Austin-Round Rock-Georgetown's diversified economy through the lens of cross-sector indicators.
Labor Market
## Labor Market — Austin-Round Rock-Georgetown
The Austin labor market is in equilibrium, with activity holding steady. Employment reached 1.40 million in April 2026, climbing from 1,412.2 thousand in February. The metro unemployment rate stood at 3.4% in April — a level that signals genuine tightness for this market, not the comfortable midpoint it might suggest elsewhere.
Hiring has cooled from Austin's exceptional cycle to a measured pace. Employment rose by 1,100 over the month and grew 0.63% over the past year — a rate that reflects normalization from the 4-to-6% expansion years rather than weakness. The civilian labor force grew 0.68% over the year, which keeps pace with employment gains and points to continued in-migration absorption. National data offers a softer backdrop: the U.S. unemployment rate stood at 4.3% in May 2026, with average hourly earnings up 3.76% over the year — a national wage environment that is moderating but still firm enough to sustain technology-sector pay competition in Austin.

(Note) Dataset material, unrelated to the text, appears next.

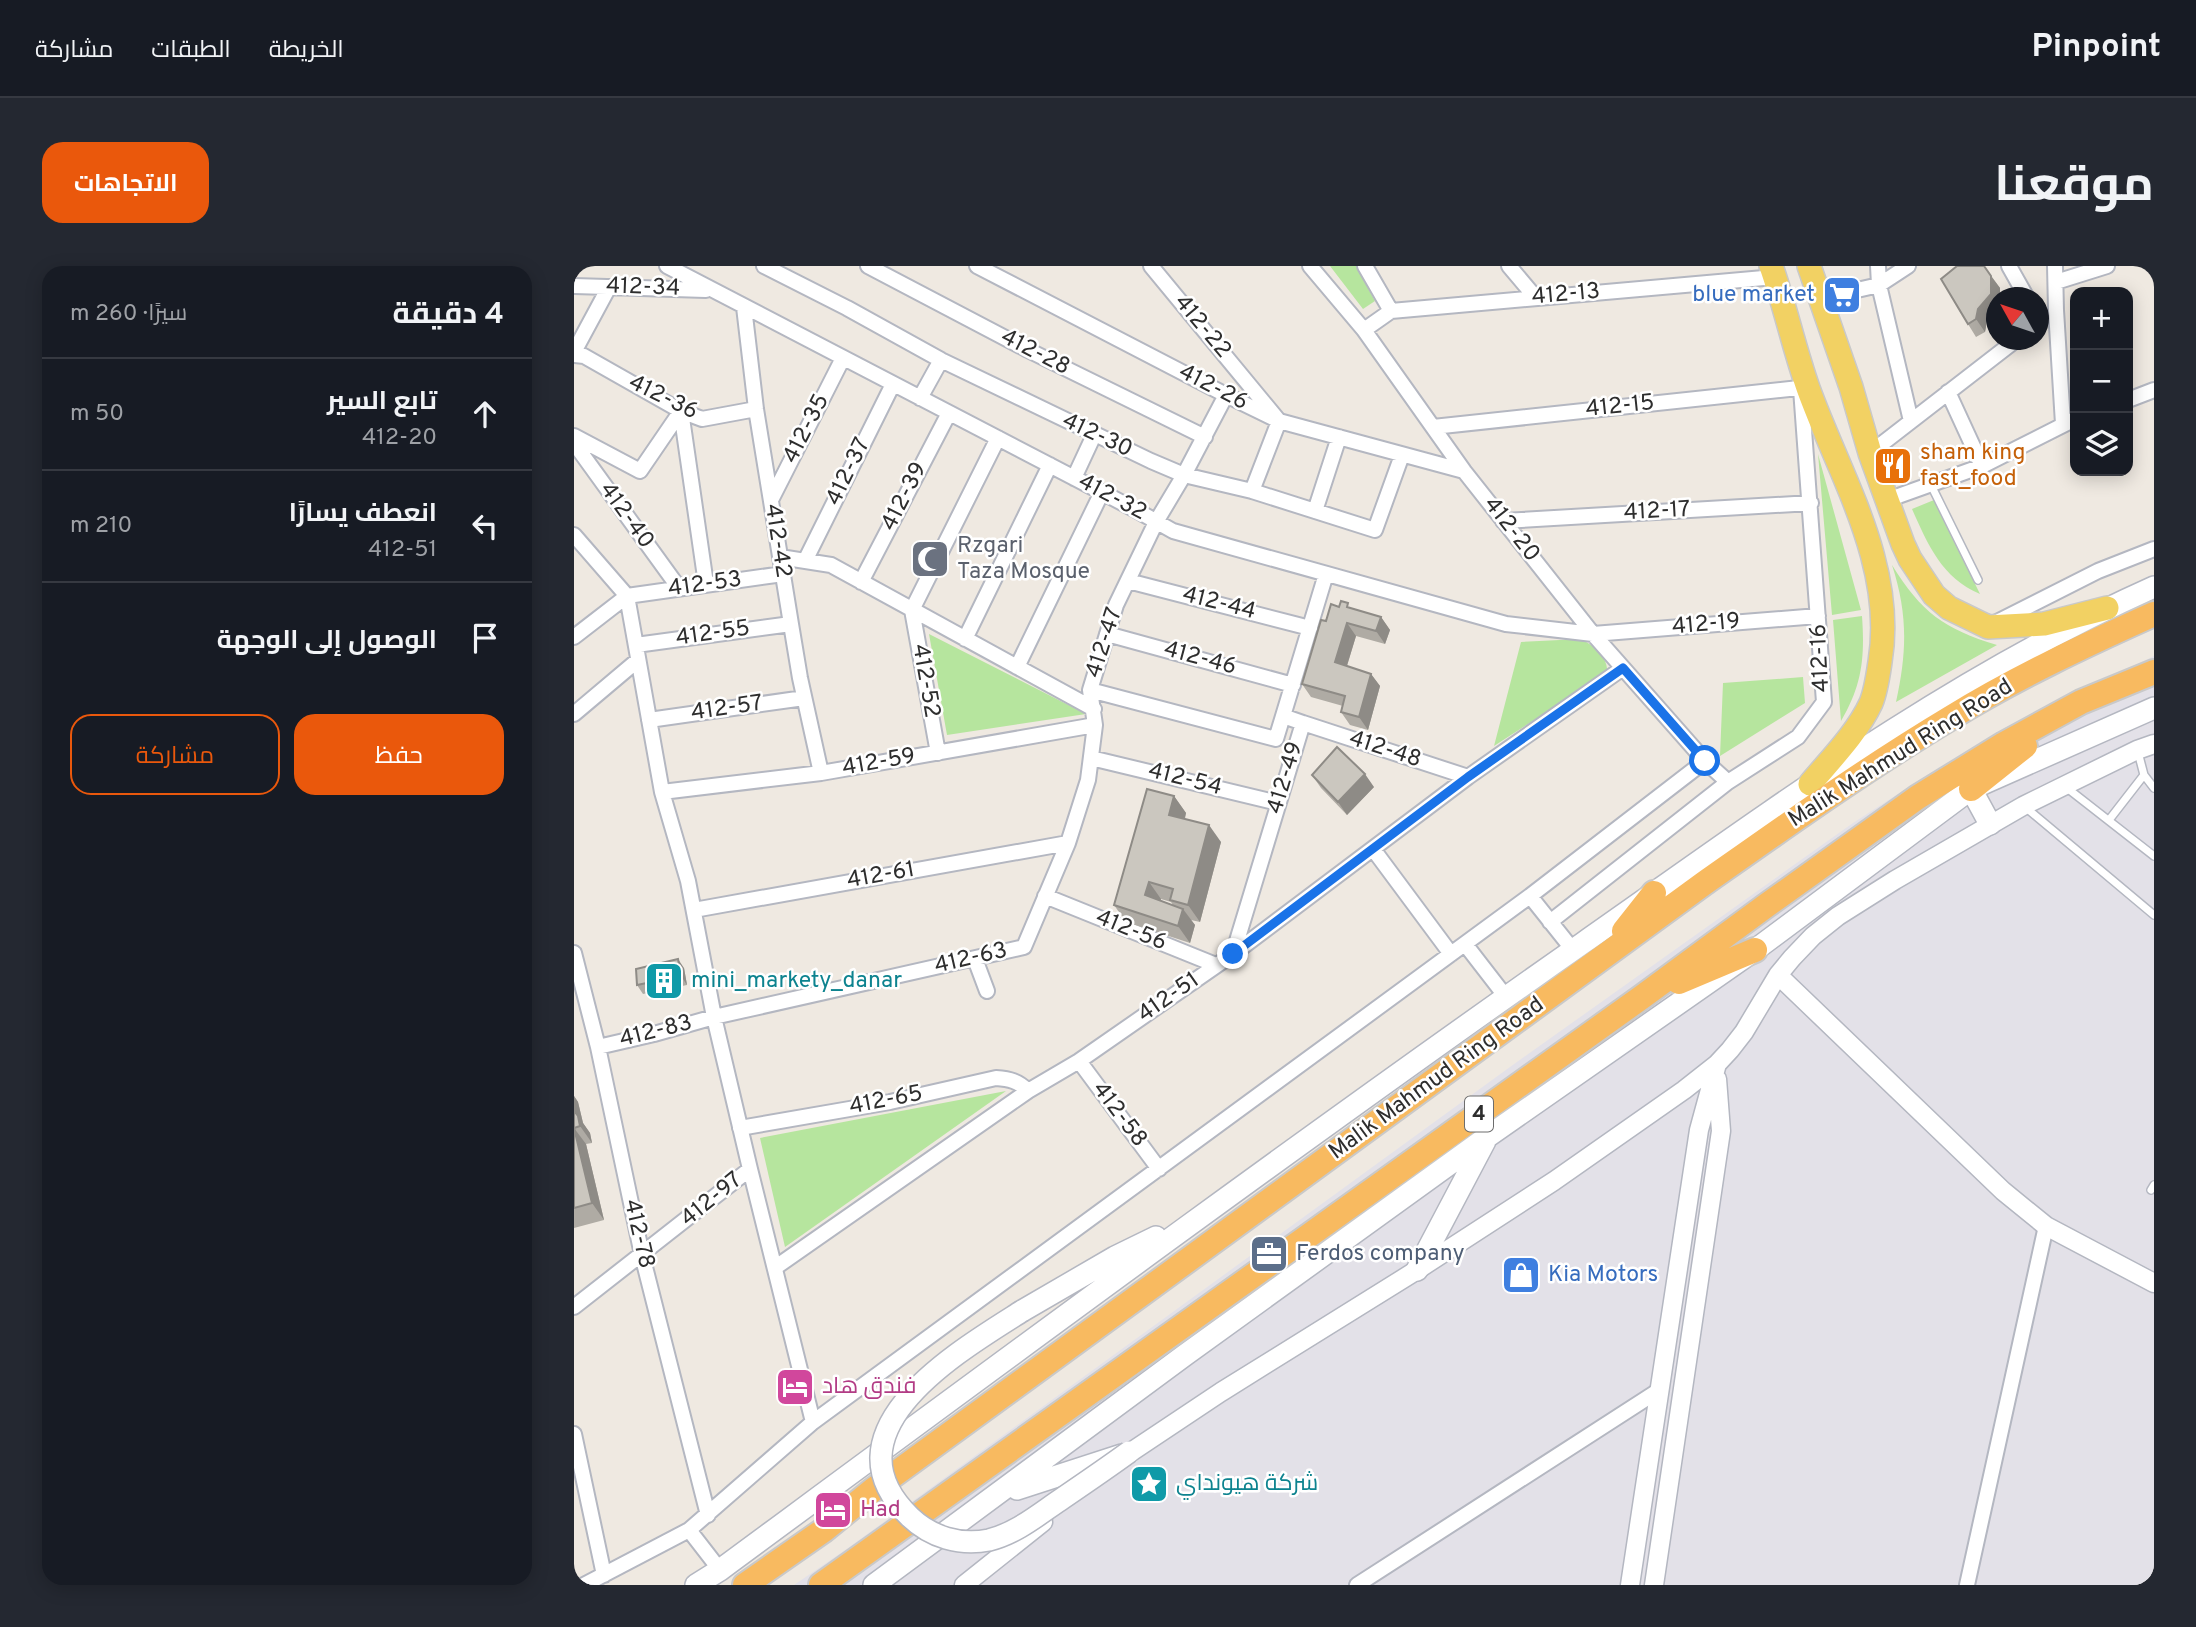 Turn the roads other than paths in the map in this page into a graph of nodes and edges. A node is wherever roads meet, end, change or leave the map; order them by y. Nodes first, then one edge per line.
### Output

For a manufacturing executive, the operationally relevant labor market is the production-and-trades tier, which stays structurally tight even when aggregate numbers read as balanced. A 3.4% metro rate understates the difficulty of filling production, maintenance, and logistics roles, because Austin's housing cost floor has permanently reset the wage required for workers to live within commuting range. Budget for wage levels above what cleared five years ago, and lock in contractor commitments early — the nonresidential construction pipeline continues to draw skilled trades away from the same pool you will compete for.
**Fig. 1: Austin Labor Market Conditions** — Total nonfarm employment (thousands) on the left axis and year-over-year change (%) on the right, shown over the past ten years.